C’è una domanda che forse vale la pena porsi. È se davvero con la Pubblica amministrazione fare la “fila digitale” sia più rapido ed efficiente che mettersi in coda, come un tempo, in un ufficio pubblico. Detto in altri termini, se uno smart working “spinto” migliori o peggiori i servizi che Comuni, ministeri e agenzie fiscali sono chiamati a erogare. La prospettiva del ritorno all’ufficio dentro casa questa volta dipende non dalla pandemia, ma dalla preoccupazione per l’afflusso di milioni di fedeli nella Capitale per il Giubileo che rischiano di affogare il centro cittadino, sede tra l’altro dei più importanti ministeri. Dipendenti pubblici a casa dunque, e una moral suasion per convincere i privati a fare altrettanto. Ma, per tornare alla domanda iniziale, con quali effetti sui servizi pubblici? Qualche mese fa Elbano De Nuccio, presidente del Consiglio dell’ordine dei commercialisti, aveva lanciato dagli Stati generali della categoria, un appello perché lo smart working dei dipendenti dell’Agenzia delle Entrate fosse «rimodulato». Il lavoro agile “spinto” dei dipendenti pubblici del Fisco poteva andare bene durante la pandemia, quando la notifica delle cartelle era sospesa. Ma nel momento in cui c’è da recuperare pure l’arretrato lavorare da casa funziona meno. Le pratiche fiscali sono burocraticamente atti spesso complessi, non sempre semplici da gestire tra un caffé e una pausa pranzo. Lo stesso vale per le pratiche edilizie. Anche i costruttori dell’Ance erano stati tra i più critici contro la serrata degli uffici.Ma il punto è anche un altro. Tutte le regole sullo smart working nel pubblico impiego sono state introdotte con una postilla: «non ridurre la qualità e l’efficienza dei servizi».

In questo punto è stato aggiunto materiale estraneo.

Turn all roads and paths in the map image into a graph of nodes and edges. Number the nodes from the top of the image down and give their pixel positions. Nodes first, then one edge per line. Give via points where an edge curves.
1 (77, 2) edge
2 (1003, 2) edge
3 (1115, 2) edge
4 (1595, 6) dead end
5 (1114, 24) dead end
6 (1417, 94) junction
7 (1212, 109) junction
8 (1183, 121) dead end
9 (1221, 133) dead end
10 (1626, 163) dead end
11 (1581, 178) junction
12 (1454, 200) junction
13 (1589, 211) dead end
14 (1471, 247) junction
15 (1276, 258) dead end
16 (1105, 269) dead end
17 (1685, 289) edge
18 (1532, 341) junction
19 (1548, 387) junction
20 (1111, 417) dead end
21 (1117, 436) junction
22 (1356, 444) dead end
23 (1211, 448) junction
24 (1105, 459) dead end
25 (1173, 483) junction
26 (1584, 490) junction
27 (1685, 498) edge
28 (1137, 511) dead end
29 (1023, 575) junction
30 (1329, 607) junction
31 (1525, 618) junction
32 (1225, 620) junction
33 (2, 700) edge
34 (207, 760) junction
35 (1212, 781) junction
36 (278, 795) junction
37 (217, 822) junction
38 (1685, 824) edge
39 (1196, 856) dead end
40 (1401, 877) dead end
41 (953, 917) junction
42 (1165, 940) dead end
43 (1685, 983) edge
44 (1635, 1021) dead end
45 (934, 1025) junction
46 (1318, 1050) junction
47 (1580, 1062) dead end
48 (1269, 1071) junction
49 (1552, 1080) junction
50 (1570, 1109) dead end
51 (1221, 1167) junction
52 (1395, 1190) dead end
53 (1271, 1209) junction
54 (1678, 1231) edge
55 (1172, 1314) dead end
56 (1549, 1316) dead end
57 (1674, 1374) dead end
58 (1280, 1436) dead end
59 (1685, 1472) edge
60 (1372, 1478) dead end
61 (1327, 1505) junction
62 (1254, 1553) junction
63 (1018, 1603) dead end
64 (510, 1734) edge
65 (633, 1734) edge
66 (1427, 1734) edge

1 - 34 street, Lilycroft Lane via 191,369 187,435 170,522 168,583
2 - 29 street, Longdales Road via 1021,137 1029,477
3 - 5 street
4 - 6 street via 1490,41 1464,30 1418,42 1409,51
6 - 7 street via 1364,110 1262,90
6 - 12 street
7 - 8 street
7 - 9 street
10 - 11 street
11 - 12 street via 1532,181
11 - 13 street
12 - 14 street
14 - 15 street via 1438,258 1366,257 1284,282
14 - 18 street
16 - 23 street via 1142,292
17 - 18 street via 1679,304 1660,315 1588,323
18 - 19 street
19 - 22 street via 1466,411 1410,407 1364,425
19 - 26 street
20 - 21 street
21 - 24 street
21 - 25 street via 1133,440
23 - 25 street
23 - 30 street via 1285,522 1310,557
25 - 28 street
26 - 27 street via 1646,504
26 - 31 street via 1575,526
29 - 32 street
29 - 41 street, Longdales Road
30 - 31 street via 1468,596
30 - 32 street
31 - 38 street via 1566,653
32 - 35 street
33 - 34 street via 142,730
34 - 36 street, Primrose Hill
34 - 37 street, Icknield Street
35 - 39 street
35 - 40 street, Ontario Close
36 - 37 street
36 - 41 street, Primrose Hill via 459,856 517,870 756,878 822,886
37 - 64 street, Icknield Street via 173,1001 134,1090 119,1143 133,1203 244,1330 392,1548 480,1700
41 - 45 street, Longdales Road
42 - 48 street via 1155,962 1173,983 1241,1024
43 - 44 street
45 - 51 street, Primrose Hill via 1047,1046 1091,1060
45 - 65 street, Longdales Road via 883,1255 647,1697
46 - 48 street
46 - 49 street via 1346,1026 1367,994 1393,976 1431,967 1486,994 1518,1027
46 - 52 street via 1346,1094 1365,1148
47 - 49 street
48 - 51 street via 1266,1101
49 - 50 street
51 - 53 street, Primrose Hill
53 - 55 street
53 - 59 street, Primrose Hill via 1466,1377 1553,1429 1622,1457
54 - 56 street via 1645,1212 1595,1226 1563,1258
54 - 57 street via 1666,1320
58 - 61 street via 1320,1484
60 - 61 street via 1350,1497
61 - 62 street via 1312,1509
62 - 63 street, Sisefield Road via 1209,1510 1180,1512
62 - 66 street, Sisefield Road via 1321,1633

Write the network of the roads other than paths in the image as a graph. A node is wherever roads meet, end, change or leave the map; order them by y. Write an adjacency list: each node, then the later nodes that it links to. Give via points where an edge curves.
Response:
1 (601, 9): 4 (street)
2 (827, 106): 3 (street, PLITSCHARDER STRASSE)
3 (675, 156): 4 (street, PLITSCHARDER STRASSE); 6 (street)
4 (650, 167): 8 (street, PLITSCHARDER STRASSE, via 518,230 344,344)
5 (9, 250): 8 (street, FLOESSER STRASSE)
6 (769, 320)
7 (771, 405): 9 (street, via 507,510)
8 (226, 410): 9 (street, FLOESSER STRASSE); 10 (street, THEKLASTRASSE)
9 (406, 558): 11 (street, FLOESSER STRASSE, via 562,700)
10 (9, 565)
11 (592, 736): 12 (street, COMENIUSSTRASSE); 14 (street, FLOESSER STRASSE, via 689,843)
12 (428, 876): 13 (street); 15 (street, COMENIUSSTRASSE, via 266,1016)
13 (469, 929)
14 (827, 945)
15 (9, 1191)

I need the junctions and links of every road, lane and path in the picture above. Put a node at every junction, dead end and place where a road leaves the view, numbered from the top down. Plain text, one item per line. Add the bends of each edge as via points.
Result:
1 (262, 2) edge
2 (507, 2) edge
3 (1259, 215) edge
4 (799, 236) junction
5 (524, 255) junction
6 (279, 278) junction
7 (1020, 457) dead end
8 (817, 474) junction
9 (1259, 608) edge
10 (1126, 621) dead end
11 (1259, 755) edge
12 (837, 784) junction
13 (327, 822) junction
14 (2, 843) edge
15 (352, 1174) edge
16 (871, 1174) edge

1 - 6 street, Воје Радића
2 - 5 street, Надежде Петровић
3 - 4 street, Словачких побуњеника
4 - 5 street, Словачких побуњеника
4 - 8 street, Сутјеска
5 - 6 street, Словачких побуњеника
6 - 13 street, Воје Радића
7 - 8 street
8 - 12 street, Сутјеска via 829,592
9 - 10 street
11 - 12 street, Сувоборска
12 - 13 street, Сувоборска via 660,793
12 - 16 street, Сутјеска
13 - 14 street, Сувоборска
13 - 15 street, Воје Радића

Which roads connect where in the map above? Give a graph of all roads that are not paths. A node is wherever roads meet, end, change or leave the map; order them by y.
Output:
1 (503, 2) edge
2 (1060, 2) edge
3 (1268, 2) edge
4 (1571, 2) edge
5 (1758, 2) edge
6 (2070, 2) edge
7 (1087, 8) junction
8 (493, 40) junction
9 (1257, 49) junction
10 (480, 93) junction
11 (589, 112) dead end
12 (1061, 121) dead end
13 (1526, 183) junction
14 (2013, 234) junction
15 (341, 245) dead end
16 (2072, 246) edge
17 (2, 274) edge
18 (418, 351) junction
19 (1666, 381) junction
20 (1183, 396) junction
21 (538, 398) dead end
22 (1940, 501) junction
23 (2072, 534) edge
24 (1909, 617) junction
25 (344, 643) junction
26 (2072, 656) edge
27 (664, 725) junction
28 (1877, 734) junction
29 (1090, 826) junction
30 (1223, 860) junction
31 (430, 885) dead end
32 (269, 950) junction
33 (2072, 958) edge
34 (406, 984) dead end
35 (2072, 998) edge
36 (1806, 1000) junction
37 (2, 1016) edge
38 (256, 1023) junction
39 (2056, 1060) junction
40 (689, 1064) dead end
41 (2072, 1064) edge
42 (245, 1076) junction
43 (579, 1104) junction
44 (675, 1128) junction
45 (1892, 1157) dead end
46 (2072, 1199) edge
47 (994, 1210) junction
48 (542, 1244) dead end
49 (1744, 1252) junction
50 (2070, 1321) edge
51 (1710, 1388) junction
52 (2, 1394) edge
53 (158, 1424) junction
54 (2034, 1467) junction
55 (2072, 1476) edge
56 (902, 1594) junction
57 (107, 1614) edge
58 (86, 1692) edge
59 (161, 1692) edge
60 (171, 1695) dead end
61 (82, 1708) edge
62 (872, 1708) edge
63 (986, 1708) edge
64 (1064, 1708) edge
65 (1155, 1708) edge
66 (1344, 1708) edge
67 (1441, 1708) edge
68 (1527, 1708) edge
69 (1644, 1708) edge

Capire se davvero è così, però, è tutt’altro che semplice. L’unica analisi disponibile è stata commissionata dal Dipartimento della Funzione pubblica al Cervap, il Centro di ricerca sul Valore pubblico. Sotto la lente sono stati messi i Pola, i Piani organizzativi sul lavoro agile, del 2021-2023. Il quadro che ne è uscito non è proprio rassicurante. I contenuti sulle “performance organizzative”, ossia sui risultati ottenuti dagli uffici attraverso il lavoro agile, sono stati giudicati «gravemente insufficienti e quindi da rivedere». C’è una scarsa sensibilità e competenza delle amministrazioni pubbliche, spiega il rapporto, in merito alla rilevazione degli effetti esterni dello smart working. È come dire che la qualità dei servizi non è un fattore di interesse per gli uffici che utilizzando il lavoro agile. In questo pesa anche la difficoltà della Pubblica amministrazione, e soprattutto della sua dirigenza, a lavorare per obiettivi.
IL PASSAGGIO
Ma c’è un altro problema che, prima o poi, è destinato ad emergere con forza nelle politiche di smart working della Pubblica amministrazione. Si tratta della differenza, o si potrebbe dire della discriminazione, tra lavoratori che possono esercitare i loro compiti da casa e chi, invece, è costretto a recarsi sul luogo di lavoro. Il punto è che di questa seconda categoria fanno parte quelli che il Capo dello Stato, Sergio Mattarella, ha definito i «volti della Repubblica». Sono i medici, gli infermieri, i poliziotti, i carabinieri, gli insegnanti e chiunque ogni giorno è obbligato a recarsi in presenza. Secondo l’ultima relazione del Cnel sui servizi pubblici, nella Sanità solo l’8,2 per cento del personale ha avuto accesso al lavoro agile. E nei Comuni la percentuale ha oscillato tra il 14 e il 21%. Prendiamo il caso dei vigili urbani. Sono esattamente nello stesso comparto dei dipendenti comunali che, durante il Giubileo, avranno diritto a uno smart working totale. Mentre i loro colleghi staranno a casa, loro dovranno stare per strada a fronteggiare l’impatto dei pellegrini. Il rischio concreto è che questi tipi di lavoro vengano sempre più percepiti come disagiati dai giovani. Già accade in realtà, vista la difficoltà a reclutare infermieri e persino i medici. Ma anche poliziotti, carabinieri, guardie penitenziarie. In un modo in cui il lavoro da remoto diventa la regola e quello in presenza l’eccezione, si rischia seriamente che una intere categorie di impiego pubblico diventino poco attrattivi alimentando fenomeni di fuga. Ma per il funzionamento di uno Stato perdere poliziotti, infermieri, medici, e persino le Forze Armate, sarebbe come per un’automobile perdere il suo motore.